US Republican presidential candidate John McCain has a "Religious Right" problem. His likely Democratic rival, Barack Obama, has a Rev. Wright problem. In a country where high levels of belief and church attendance often translate into a major role for religion in politics, analysts say faith may well be a poisoned chalice for the likely contenders in the November White House race.
The faith problem for Obama, who would be the first black president and is within striking distance of the Democratic nomination, stems from voter anger over anti-American sermons by his former pastor the Rev. Jeremiah Wright.
Wright has said the September 11 attacks were retribution for US foreign policy and the US government had a hand in spreading AIDS to harm blacks.
Obama has severed ties with Wright but opinion polls persistently show the relationship matters to some voters. McCain's trouble lies with the Republican Party's conservative evangelical base, the so-called Religious Right, which rallied behind President George W. Bush but has been less than enthusiastic about McCain because of his past support for stem-cell research and his failure to back a federal ban on gay marriage.

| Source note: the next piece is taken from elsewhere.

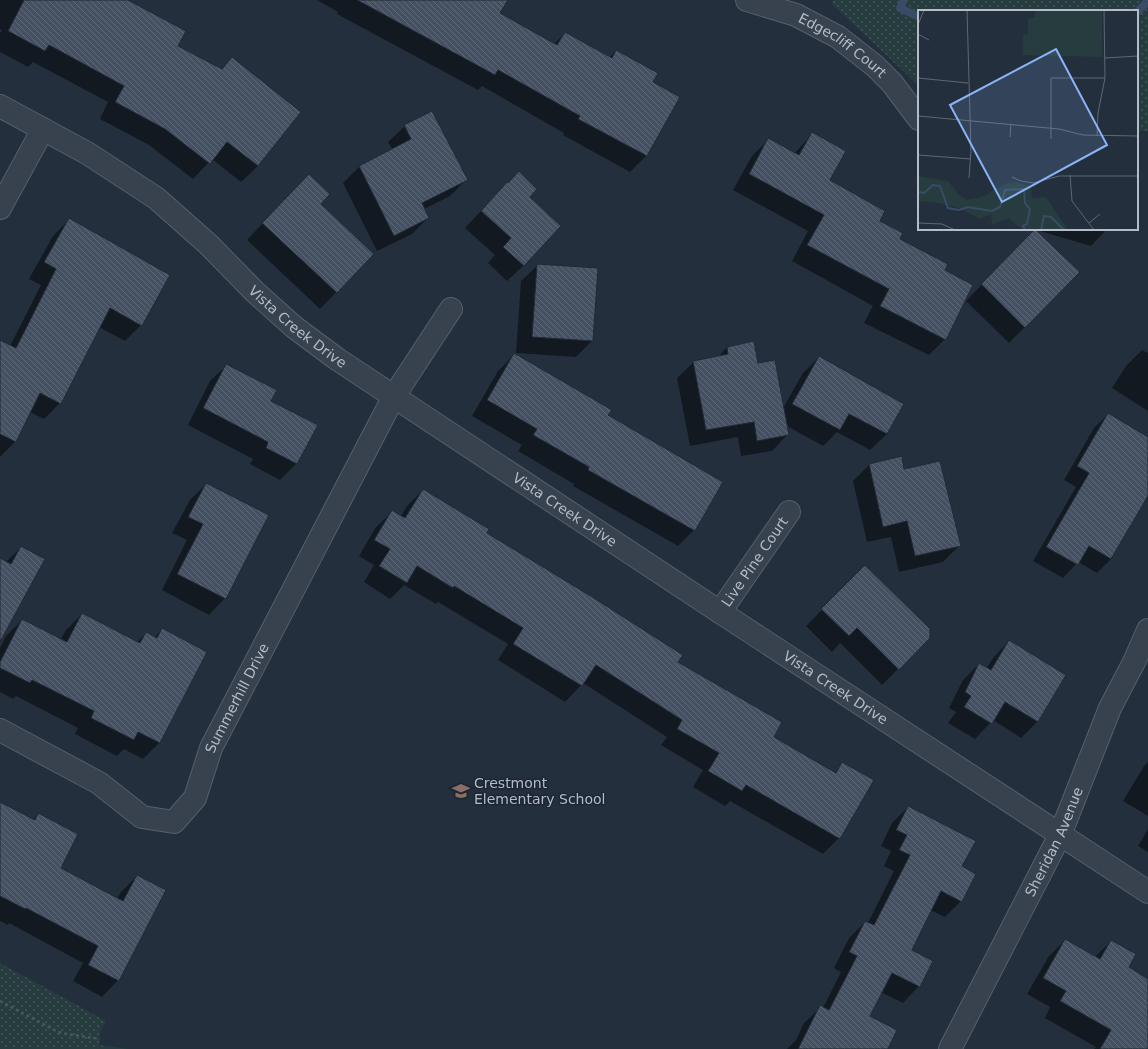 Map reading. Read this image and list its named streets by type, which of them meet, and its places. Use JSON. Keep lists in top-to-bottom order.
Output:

"The religious right challenge to McCain is far more significant and problematic for his candidacy than the Rev. Wright problem for Obama. The reason is because religiously committed Christians are fundamental to a Republican winning the White House," said Michael Lindsay, a political sociologist at Rice University in Houston and a noted expert on faith and politics.
"That is not the case for Democratic candidates, in fact quite the opposite. The so-called secularist wing of American politics is part of the core of Democratic support and especially Obama support," he said.
But that does not mean Obama can exorcise the ghost of Wright, and Lindsay said it could haunt him in swing states - those states that often switch from one party to the other and where the margin of victory in presidential elections is often narrow.
"I think the Wright controversy will continue to plague Obama's candidacy in swing states where religious voters can make a difference like Missouri, Ohio and Pennsylvania."
Polls of voters taken after Tuesday's Kentucky Democratic primary, which Hillary Clinton won easily in what many see as one of her last stands, showed that more than 50 percent of those who voted thought Obama shared Wright's views.
This highlights the scope of the Wright problem for Obama among Clinton's white, working-class and often church-going supporters in swing states - voters who could be up for grabs in an Obama-McCain showdown.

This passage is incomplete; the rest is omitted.